Considering Total's assets are currently valued at approximately $130 billion, the 20% commitment is potentially a monumental undertaking.
Total isn't just making commitments, though; it is also making moves to bring the pledged investments to fruition. The company recently announced that it had agreed to buy Lampiris, Belgium's third-largest supplier of natural gas and renewable power. The deal, reportedly worth $224 million, allows Total to expand its gas and renewables assets while enabling it to extend its reach into the residential electricity market. That acquisition follows last month's announcement that Total will take over the Saft Group, which manufactures batteries for electricity storage.

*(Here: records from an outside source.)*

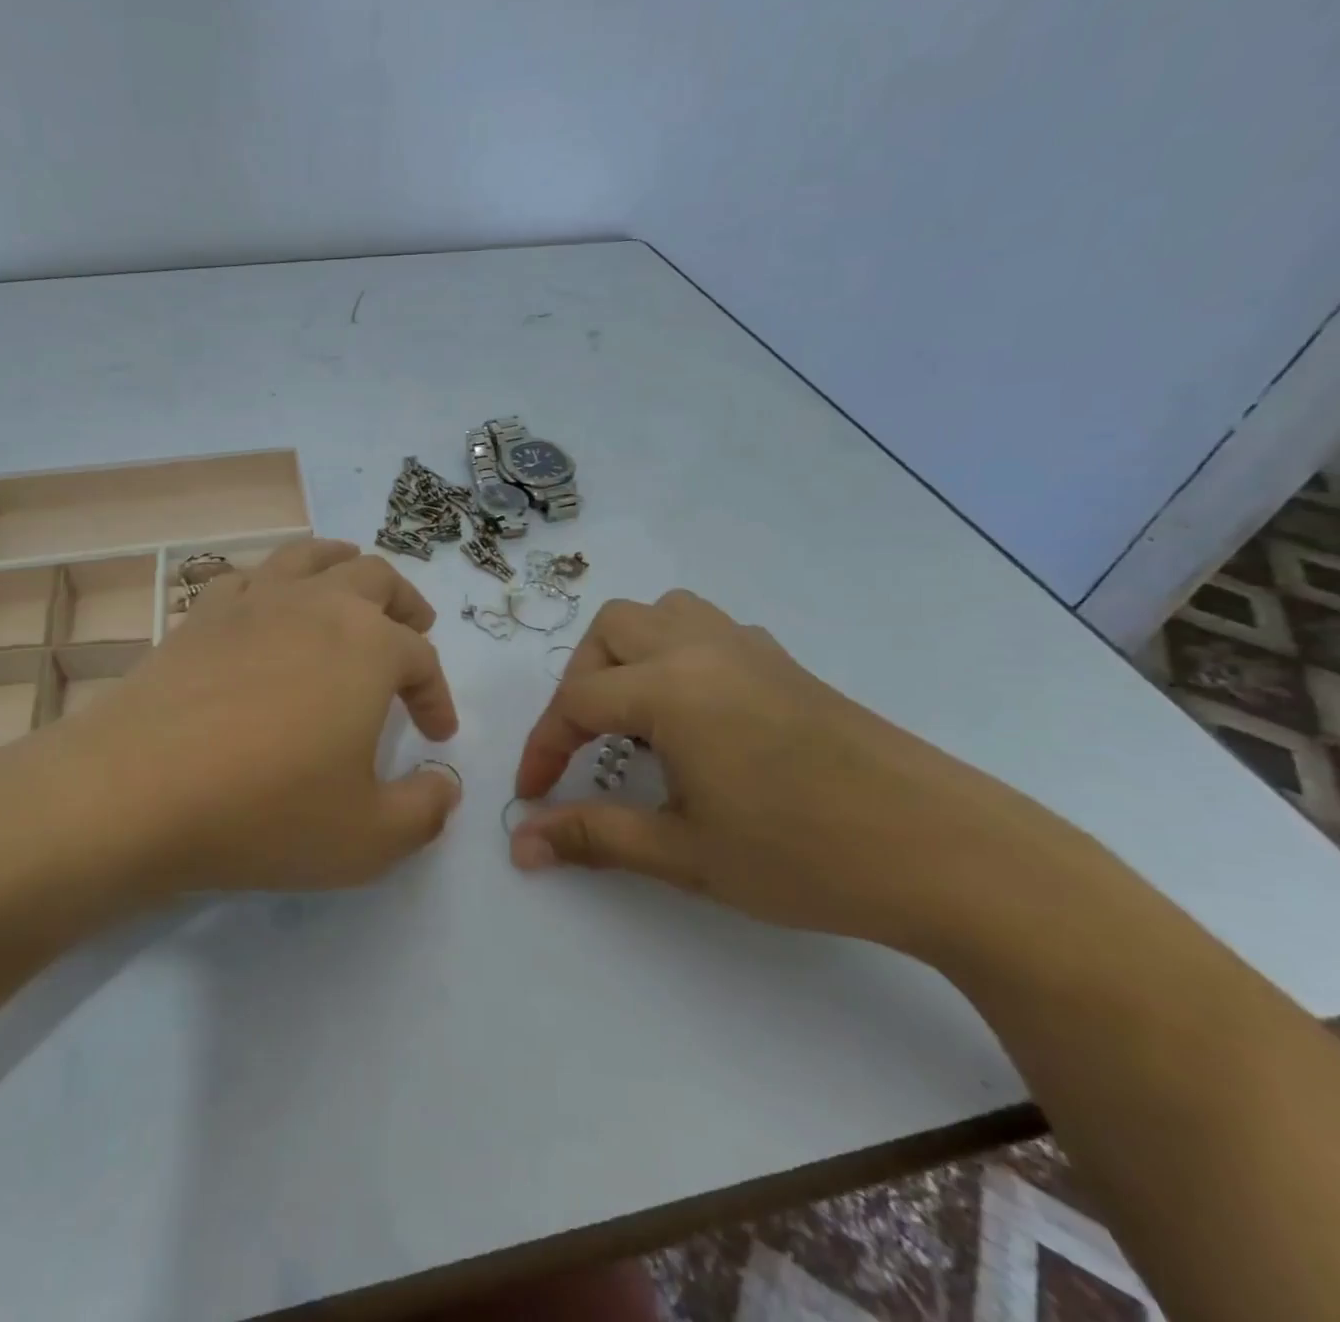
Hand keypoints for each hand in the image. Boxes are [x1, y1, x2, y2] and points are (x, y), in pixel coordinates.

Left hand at [53, 539, 460, 892]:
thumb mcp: (369, 837)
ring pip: (313, 556)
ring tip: (354, 590)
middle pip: (376, 579)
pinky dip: (275, 583)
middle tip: (414, 631)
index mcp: (369, 647)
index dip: (437, 696)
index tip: (436, 735)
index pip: (421, 660)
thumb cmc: (267, 811)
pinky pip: (250, 576)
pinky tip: (271, 609)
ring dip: (346, 566)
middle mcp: (318, 605)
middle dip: (405, 606)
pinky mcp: (201, 614)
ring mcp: (255, 601)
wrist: (137, 792)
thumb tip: (444, 787)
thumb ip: (424, 811)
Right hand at [511, 591, 1068, 949]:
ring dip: (629, 655)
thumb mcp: (685, 853)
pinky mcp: (786, 664)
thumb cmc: (805, 856)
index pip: (577, 703)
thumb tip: (520, 843)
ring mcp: (751, 649)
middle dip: (580, 684)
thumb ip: (594, 837)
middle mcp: (704, 649)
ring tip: (634, 719)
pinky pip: (708, 631)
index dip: (544, 748)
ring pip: (663, 615)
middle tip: (585, 746)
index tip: (533, 795)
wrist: (950, 854)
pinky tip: (696, 716)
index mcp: (672, 688)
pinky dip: (677, 656)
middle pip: (611, 631)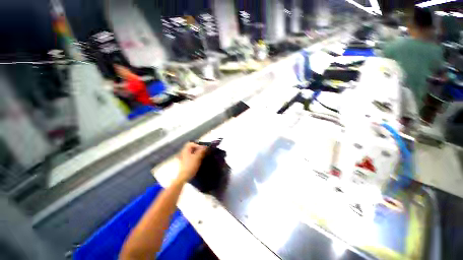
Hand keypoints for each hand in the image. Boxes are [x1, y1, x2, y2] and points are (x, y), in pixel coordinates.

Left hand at [177, 142, 206, 183]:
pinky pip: (191, 158)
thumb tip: (206, 146)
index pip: (191, 144)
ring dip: (197, 154)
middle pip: (191, 148)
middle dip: (198, 150)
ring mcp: (184, 158)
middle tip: (203, 153)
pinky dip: (195, 158)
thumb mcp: (197, 158)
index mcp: (185, 150)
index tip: (203, 149)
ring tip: (202, 158)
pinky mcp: (185, 163)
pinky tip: (198, 162)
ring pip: (191, 153)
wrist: (184, 176)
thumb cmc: (190, 166)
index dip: (197, 145)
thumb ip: (201, 151)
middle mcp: (184, 153)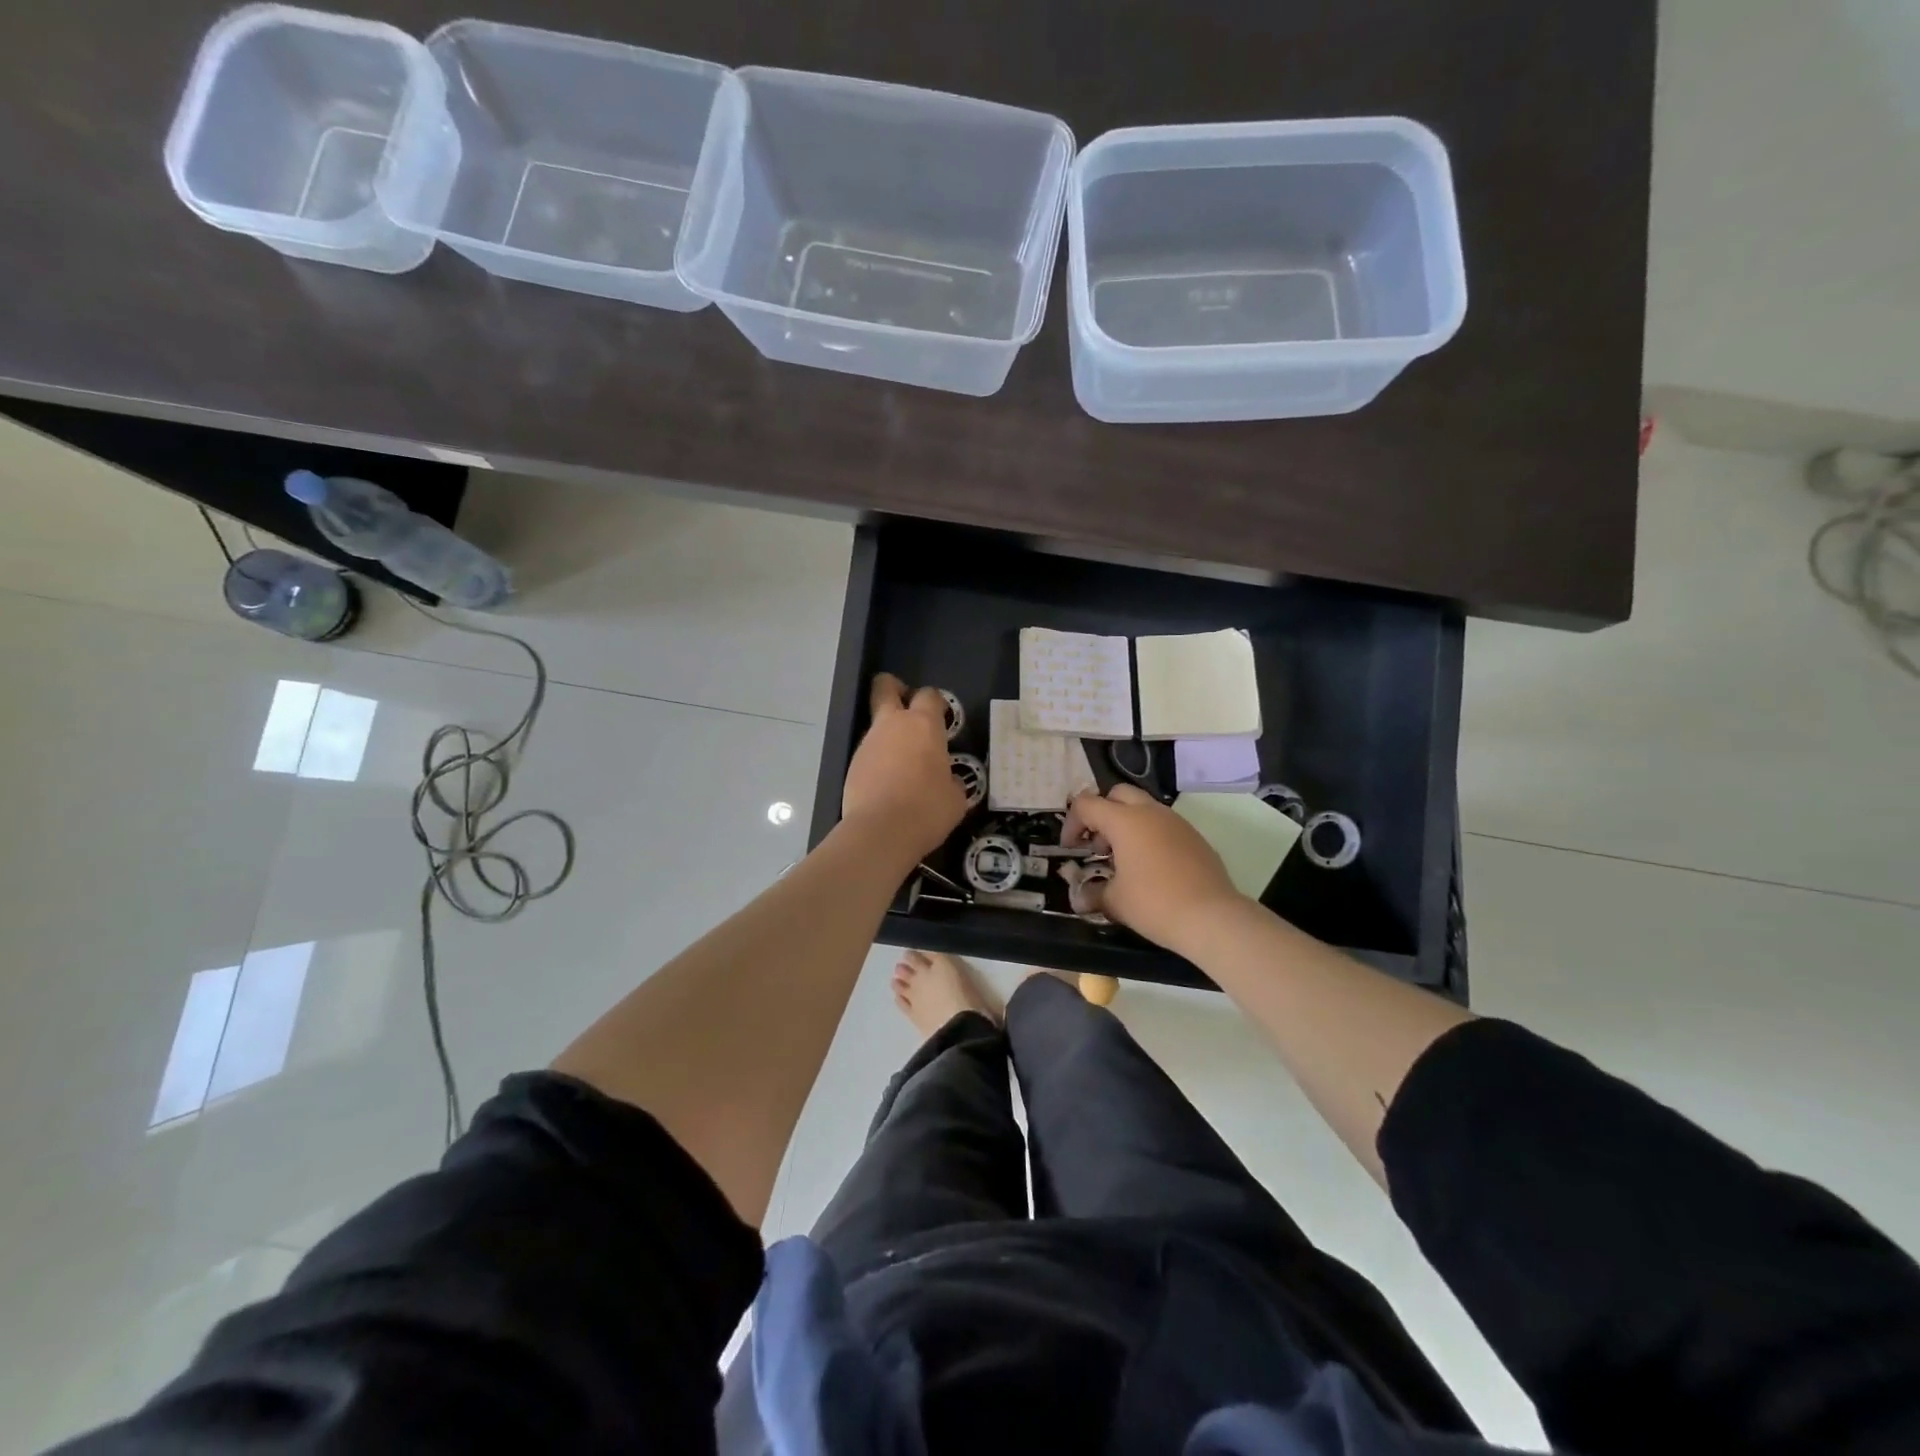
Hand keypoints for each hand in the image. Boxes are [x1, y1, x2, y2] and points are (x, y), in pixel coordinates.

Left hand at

The two acquisitions build on an already impressive array of renewable assets. In 2011, Total purchased 60% of solar company SunPower (NASDAQ:SPWR) for $1.4 billion, which is expecting to bring in $3.2 billion to $3.4 billion in revenues this year. It also plans to transform the La Mede oil refinery into a biofuel plant, invest in carbon capture technology, and announced the creation of a new gas, renewables, and power division. These investments put the company well on its way to being a leader in green energy.

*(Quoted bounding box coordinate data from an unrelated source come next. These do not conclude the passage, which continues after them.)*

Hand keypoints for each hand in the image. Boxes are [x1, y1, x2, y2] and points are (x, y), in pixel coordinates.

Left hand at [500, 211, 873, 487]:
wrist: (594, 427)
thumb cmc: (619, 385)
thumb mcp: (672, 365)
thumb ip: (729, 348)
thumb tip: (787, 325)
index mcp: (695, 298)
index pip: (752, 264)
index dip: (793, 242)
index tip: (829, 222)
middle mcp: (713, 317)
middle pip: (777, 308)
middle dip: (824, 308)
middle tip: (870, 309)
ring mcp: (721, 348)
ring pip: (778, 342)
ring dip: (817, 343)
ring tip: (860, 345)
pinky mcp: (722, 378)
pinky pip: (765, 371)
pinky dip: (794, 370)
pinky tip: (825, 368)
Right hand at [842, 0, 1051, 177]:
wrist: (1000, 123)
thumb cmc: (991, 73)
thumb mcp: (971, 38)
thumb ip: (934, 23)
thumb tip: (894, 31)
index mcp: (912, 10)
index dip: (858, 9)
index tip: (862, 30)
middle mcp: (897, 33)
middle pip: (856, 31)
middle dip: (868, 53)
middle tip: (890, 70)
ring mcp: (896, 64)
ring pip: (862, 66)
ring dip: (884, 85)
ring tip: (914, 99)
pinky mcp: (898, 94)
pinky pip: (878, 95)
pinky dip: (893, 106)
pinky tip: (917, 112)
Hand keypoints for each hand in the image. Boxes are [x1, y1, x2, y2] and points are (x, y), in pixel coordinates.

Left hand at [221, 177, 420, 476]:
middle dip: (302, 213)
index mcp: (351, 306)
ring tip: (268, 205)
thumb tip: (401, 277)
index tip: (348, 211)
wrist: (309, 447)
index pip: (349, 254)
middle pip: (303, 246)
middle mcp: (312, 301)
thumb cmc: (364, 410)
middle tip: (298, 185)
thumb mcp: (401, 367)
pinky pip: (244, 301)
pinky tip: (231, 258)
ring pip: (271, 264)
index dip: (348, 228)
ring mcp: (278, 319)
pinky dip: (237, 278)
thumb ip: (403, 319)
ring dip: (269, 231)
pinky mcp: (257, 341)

Still an oil and gas company
Another way to say that Total is planning to dedicate 20% of its assets to low-carbon investments is to say that Total is planning to dedicate 80% of its assets to carbon investments. It has already allocated over $1.3 billion this year to acquire companies that expand its renewable assets, but it is planning to spend $19 billion on capital expenditures for all of 2016, primarily on oil assets. For example, in addition to the Lampiris and Saft Group acquisitions, Total also recently announced that is had agreed to purchase the Gulf Africa Petroleum Corp to take advantage of petroleum growth opportunities in East African countries.
Why is that purchase notable? Because as one of the largest integrated oil and gas companies in the world, Total will not only maintain its hydrocarbon business, but will continue to expand its production. In the first quarter of 2016, Total produced nearly 2.5 million barrels of oil equivalent per day, up from 2.35 million in the fourth quarter of 2015. Pouyanne made it clear that even with the push for renewables and electricity storage, the company will focus first and foremost on oil and gas production. Oil and gas will remain a key aspect of world energy, and Total cannot afford to forego such a major source of revenue. Pouyanne did say, though, that gas would take preference over oil, and that by 2035, gas would make up 60% of Total's production.

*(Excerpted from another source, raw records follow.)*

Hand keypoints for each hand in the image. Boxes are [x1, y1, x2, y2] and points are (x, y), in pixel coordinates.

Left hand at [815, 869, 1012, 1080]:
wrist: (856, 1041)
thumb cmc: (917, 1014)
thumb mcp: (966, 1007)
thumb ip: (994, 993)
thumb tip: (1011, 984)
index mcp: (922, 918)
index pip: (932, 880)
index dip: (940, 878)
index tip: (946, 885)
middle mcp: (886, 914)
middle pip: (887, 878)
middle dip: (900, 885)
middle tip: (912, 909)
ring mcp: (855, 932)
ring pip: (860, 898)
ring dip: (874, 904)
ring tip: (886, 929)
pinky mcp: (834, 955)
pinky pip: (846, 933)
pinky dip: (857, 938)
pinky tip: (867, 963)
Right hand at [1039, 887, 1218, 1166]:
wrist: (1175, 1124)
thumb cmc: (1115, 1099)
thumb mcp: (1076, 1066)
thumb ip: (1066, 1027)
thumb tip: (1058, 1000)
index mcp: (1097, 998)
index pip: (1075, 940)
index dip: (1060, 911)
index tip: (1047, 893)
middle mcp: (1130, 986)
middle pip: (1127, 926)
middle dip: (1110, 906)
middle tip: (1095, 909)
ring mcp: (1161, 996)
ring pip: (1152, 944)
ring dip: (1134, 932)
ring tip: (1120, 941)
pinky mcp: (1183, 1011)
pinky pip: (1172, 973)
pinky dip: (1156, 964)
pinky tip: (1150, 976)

As an oil and gas producer, Total has maintained a strong balance sheet. Its adjusted net income for the first quarter was $1.6 billion, and it received nearly $1.9 billion in cash flow from operations. Additionally, it is sitting on cash and cash equivalents of over $20 billion, giving it the flexibility to continue making strategic investments .
While Total's low-carbon investments are admirable, they really only amount to a drop in the bucket. Eventually, these investments could be a major source of revenue -- but I expect that it will take several years before they significantly impact the company's valuation or stock price. Instead, investors should remain focused on Total's impressive oil production and balance sheet. When viewed from that perspective, Total remains a solid option with plenty of growth potential.